(Stored items)
-.-.-
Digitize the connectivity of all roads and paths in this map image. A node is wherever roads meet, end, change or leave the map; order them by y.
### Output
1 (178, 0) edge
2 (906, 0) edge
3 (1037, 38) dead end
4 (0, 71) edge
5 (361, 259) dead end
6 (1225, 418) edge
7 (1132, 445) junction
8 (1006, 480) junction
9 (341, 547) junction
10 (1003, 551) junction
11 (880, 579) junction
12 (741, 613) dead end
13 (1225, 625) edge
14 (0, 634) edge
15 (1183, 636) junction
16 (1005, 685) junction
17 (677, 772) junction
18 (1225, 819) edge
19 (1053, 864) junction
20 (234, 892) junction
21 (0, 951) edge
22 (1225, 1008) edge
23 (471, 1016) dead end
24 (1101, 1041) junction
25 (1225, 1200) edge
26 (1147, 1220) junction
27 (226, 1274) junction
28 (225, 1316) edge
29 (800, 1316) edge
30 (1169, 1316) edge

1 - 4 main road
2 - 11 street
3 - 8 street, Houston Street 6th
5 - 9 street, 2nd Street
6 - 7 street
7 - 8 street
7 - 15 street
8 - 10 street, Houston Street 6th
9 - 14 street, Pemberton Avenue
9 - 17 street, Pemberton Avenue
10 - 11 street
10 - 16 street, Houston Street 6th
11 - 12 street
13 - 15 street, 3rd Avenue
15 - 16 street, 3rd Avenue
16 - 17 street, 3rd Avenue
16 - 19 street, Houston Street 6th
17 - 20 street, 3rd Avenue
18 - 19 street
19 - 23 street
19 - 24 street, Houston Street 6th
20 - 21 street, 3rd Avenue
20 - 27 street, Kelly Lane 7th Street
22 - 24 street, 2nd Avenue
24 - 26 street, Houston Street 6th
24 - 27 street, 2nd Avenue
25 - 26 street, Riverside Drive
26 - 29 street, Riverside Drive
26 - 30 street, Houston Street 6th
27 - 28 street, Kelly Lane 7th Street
-.-.-
WHAT TO WORK ON ->
The answer must be a word-for-word reproduction of every record above.

TASK ANSWER ->
Digitize the connectivity of all roads and paths in this map image. A node is wherever roads meet, end, change or leave the map; order them by y.
### Output
1 (178, 0) edge
2 (906, 0) edge
3 (1037, 38) dead end
4 (0, 71) edge
5 (361, 259) dead end
6 (1225, 418) edge
7 (1132, 445) junction
8 (1006, 480) junction
9 (341, 547) junction
10 (1003, 551) junction
11 (880, 579) junction
12 (741, 613) dead end
13 (1225, 625) edge
14 (0, 634) edge
15 (1183, 636) junction
16 (1005, 685) junction
17 (677, 772) junction
18 (1225, 819) edge
19 (1053, 864) junction
20 (234, 892) junction
21 (0, 951) edge
22 (1225, 1008) edge
23 (471, 1016) dead end
24 (1101, 1041) junction
25 (1225, 1200) edge
26 (1147, 1220) junction
27 (226, 1274) junction
28 (225, 1316) edge
29 (800, 1316) edge
30 (1169, 1316) edge

1 - 4 main road
2 - 11 street
3 - 8 street, Houston Street 6th
5 - 9 street, 2nd Street
6 - 7 street
7 - 8 street
7 - 15 street
8 - 10 street, Houston Street 6th
9 - 14 street, Pemberton Avenue
9 - 17 street, Pemberton Avenue
10 - 11 street
10 - 16 street, Houston Street 6th
11 - 12 street
13 - 15 street, 3rd Avenue
15 - 16 street, 3rd Avenue
16 - 17 street, 3rd Avenue
16 - 19 street, Houston Street 6th
17 - 20 street, 3rd Avenue
18 - 19 street
19 - 23 street
19 - 24 street, Houston Street 6th
20 - 21 street, 3rd Avenue
20 - 27 street, Kelly Lane 7th Street
22 - 24 street, 2nd Avenue
24 - 26 street, Houston Street 6th
24 - 27 street, 2nd Avenue
25 - 26 street, Riverside Drive
26 - 29 street, Riverside Drive
26 - 30 street, Houston Street 6th
27 - 28 street, Kelly Lane 7th Street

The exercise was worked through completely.